Check every line below for the string "Alegre". Copy the ones that have it.

[Records from a data source]
- - - - -

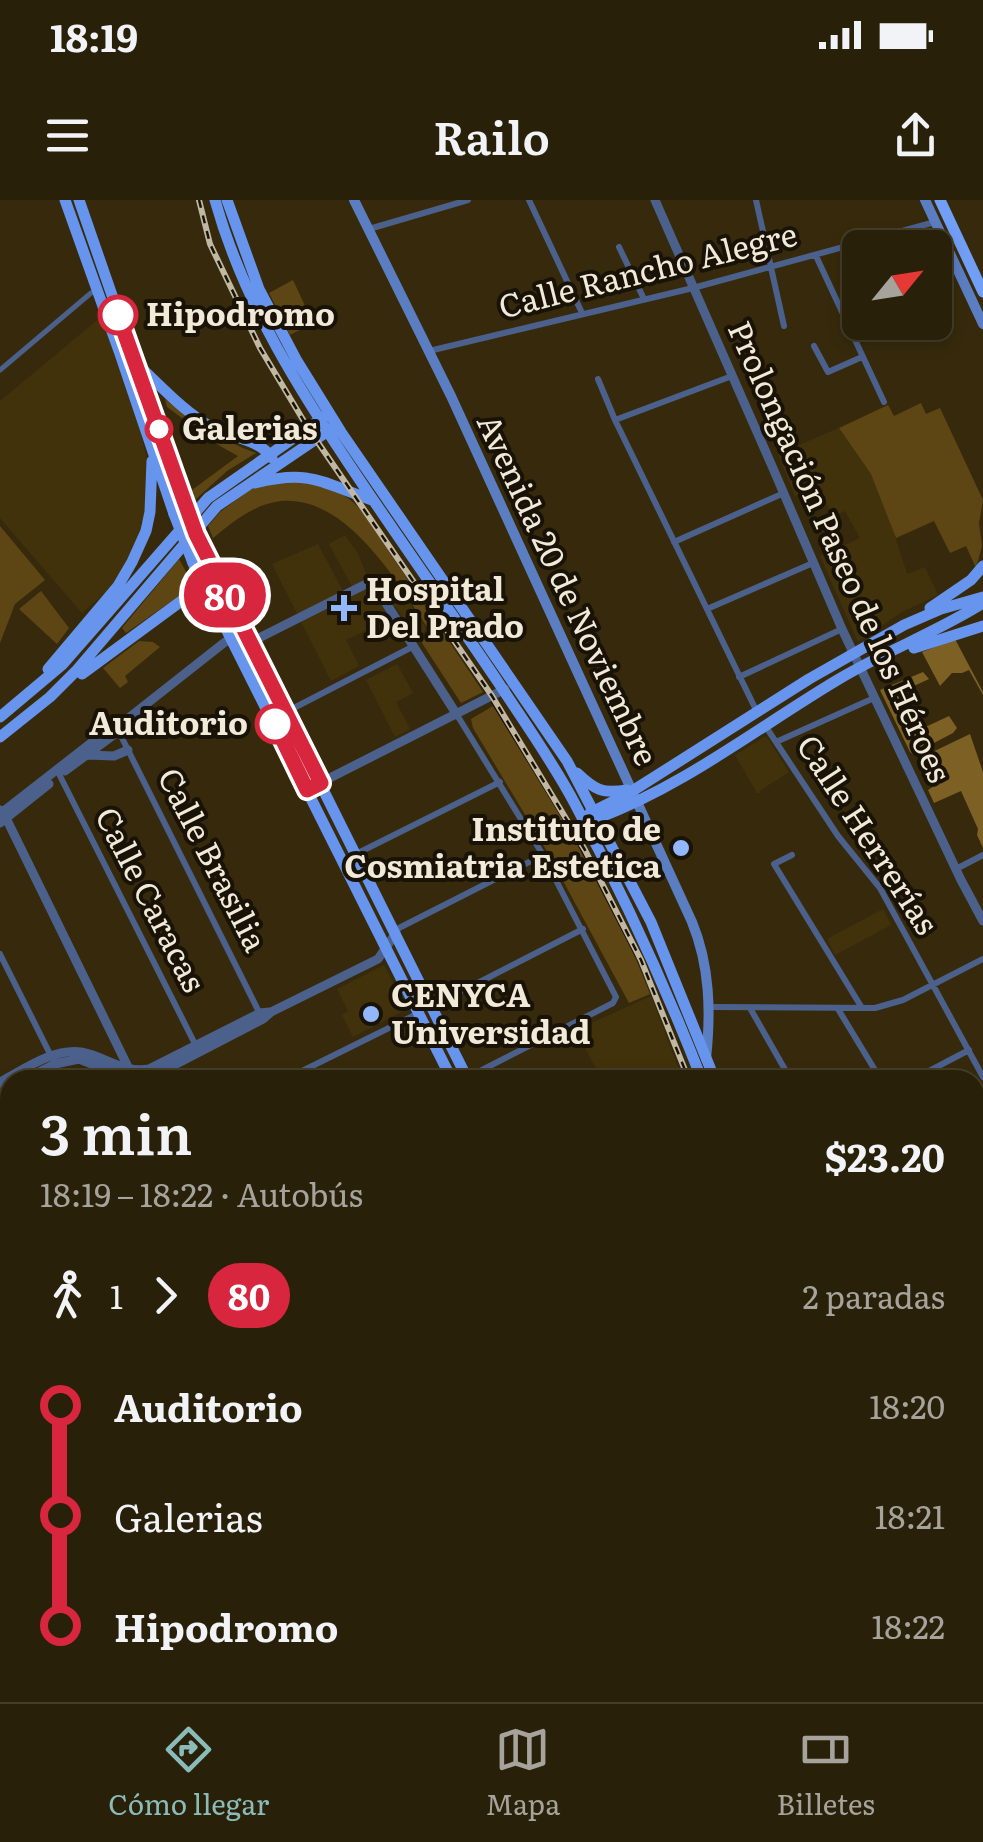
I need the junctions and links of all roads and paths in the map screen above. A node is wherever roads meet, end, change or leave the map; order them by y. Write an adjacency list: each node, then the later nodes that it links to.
1 (64, 200): 34 (main road)
2 (79, 200): 27 (main road)
3 (215, 200): 33 (main road)
4 (227, 200): 33 (main road)
5 (354, 200): 13 (main road, Avenida 20 de Noviembre)
6 (468, 200): 13 (street)
7 (529, 200): 21 (street)
8 (655, 200): 17 (street, Prolongación Paseo de los Héroes)
9 (756, 200): 16 (street)
10 (926, 200): 12 (main road)
11 (940, 200): 18 (highway)
12 (936, 222): 15 (street, Calle Rancho Alegre); 22 (main road)
13 (368, 229): 25 (main road, Avenida 20 de Noviembre)
14 (620, 247): 20 (street)
15 (816, 256): 16 (street, Calle Rancho Alegre); 26 (street)
16 (770, 267): 17 (street, Calle Rancho Alegre); 23 (street)
17 (693, 288): 20 (street, Calle Rancho Alegre); 29 (street, Prolongación Paseo de los Héroes)
18 (983, 292)
19 (90, 294): 28 (street)
20 (644, 299): 21 (street, Calle Rancho Alegre)
21 (582, 313): 25 (street, Calle Rancho Alegre)
22 (983, 324)
23 (784, 326)
24 (814, 346): 26 (street)
25 (429, 351): 76 (main road, Avenida 20 de Noviembre)
26 (862, 357): 31 (street)
27 (135, 362): 35 (main road); 52 (main road, bridge)
28 (0, 370)
29 (732, 376): 32 (street); 38 (street, Prolongación Paseo de los Héroes)
30 (598, 380): 32 (street)
31 (884, 402)
32 (616, 420): 40 (street)
33 (328, 423): 35 (main road); 36 (main road); 39 (main road); 58 (main road)
34 (152, 446): 44 (main road, bridge); 47 (main road)
35 (270, 454): 36 (main road); 47 (main road)
36 (270, 470): 37 (main road)
37 (246, 485): 39 (main road); 47 (main road)
38 (784, 493): 40 (street); 41 (street, Prolongación Paseo de los Héroes)
39 (374, 501): 58 (main road)
40 (674, 542): 45 (street)
41 (813, 563): 45 (street); 49 (street, Prolongación Paseo de los Héroes)
42 (983, 566): 46 (main road)
43 (983, 600): 46 (main road); 55 (main road)
44 (216, 608): 50 (main road); 51 (main road)
45 (706, 609): 57 (street)
46 (915, 620): 54 (main road)
47 (103, 621): 51 (main road); 59 (main road); 64 (main road)
48 (983, 626): 55 (main road)
49 (842, 630): 54 (street, Prolongación Paseo de los Héroes); 57 (street)
50 (231, 638): 52 (street); 66 (street); 75 (main road)
51 (126, 641): 59 (main road)
52 (249, 642): 53 (street); 61 (main road)
53 (414, 646): 61 (street); 63 (street)
54 (853, 654): 56 (street, Prolongación Paseo de los Héroes); 62 (main road)
55 (882, 657): 56 (main road)
56 (860, 668): 60 (street, Prolongación Paseo de los Héroes); 65 (main road)
57 (739, 677): 62 (street)
58 (509, 687): 63 (street); 71 (main road); 78 (main road)
59 (50, 697): 67 (main road)
60 (874, 698): 68 (street); 83 (street, Prolongación Paseo de los Héroes)
61 (285, 712): 74 (main road)
62 (758, 713): 76 (main road)
63 (457, 714): 73 (street); 74 (street)
64 (0, 717)
65 (766, 726): 68 (street, Calle Herrerías); 76 (main road)
66 (116, 728): 69 (street, Calle Brasilia); 70 (street); 72 (street)
67 (0, 737)
68 (776, 742): 90 (street, Calle Herrerías)
69 (128, 750): 70 (street); 97 (street, Calle Brasilia)
70 (87, 755): 72 (street)
71 (568, 761): 76 (main road); 78 (main road)
72 (58, 773): 77 (street); 98 (street, Calle Caracas)
73 (500, 782): 79 (street); 81 (street)
74 (321, 783): 75 (street); 79 (main road)
75 (307, 790): 87 (main road)
76 (634, 796): 78 (main road); 92 (main road, Avenida 20 de Noviembre)
77 (2, 815): 104 (street)
78 (591, 818): 110 (main road); 111 (main road)
79 (356, 854): 86 (main road)
80 (983, 854): 83 (street)
81 (543, 855): 85 (street); 86 (street)
82 (792, 855): 95 (street)
83 (956, 869): 84 (street, Prolongación Paseo de los Héroes)
84 (983, 921)
85 (583, 929): 91 (street); 109 (street)
86 (396, 933): 87 (street); 91 (main road)
87 (386, 948): 96 (main road); 97 (street)
88 (0, 954): 100 (street)
89 (983, 959): 90 (street)
90 (934, 985): 95 (street); 99 (street, Calle Herrerías)
91 (432, 1006): 96 (street); 108 (main road)
92 (708, 1007): 93 (street); 112 (main road, Avenida 20 de Noviembre)
93 (749, 1007): 94 (street); 113 (street)
94 (837, 1008): 95 (street); 114 (street)
95 (862, 1009)
96 (418, 1013): 106 (street); 107 (main road)
97 (265, 1015): 98 (street)
98 (198, 1048): 105 (street)
99 (969, 1050): 115 (street); 116 (street, Calle Herrerías)
100 (53, 1060): 101 (street); 102 (street); 103 (street)
101 (29, 1070)
102 (38, 1070)
103 (117, 1070)
104 (127, 1070)
105 (149, 1070)
106 (304, 1070)
107 (455, 1070)
108 (457, 1070)
109 (482, 1070)
110 (702, 1070)
111 (702, 1070)
112 (703, 1070)
113 (785, 1070)
114 (875, 1070)
115 (931, 1070)
116 (979, 1070)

- - - - -

*Output of the task:*
12 (936, 222): 15 (street, Calle Rancho Alegre); 22 (main road)
15 (816, 256): 16 (street, Calle Rancho Alegre); 26 (street)
16 (770, 267): 17 (street, Calle Rancho Alegre); 23 (street)
17 (693, 288): 20 (street, Calle Rancho Alegre); 29 (street, Prolongación Paseo de los Héroes)
20 (644, 299): 21 (street, Calle Rancho Alegre)
21 (582, 313): 25 (street, Calle Rancho Alegre)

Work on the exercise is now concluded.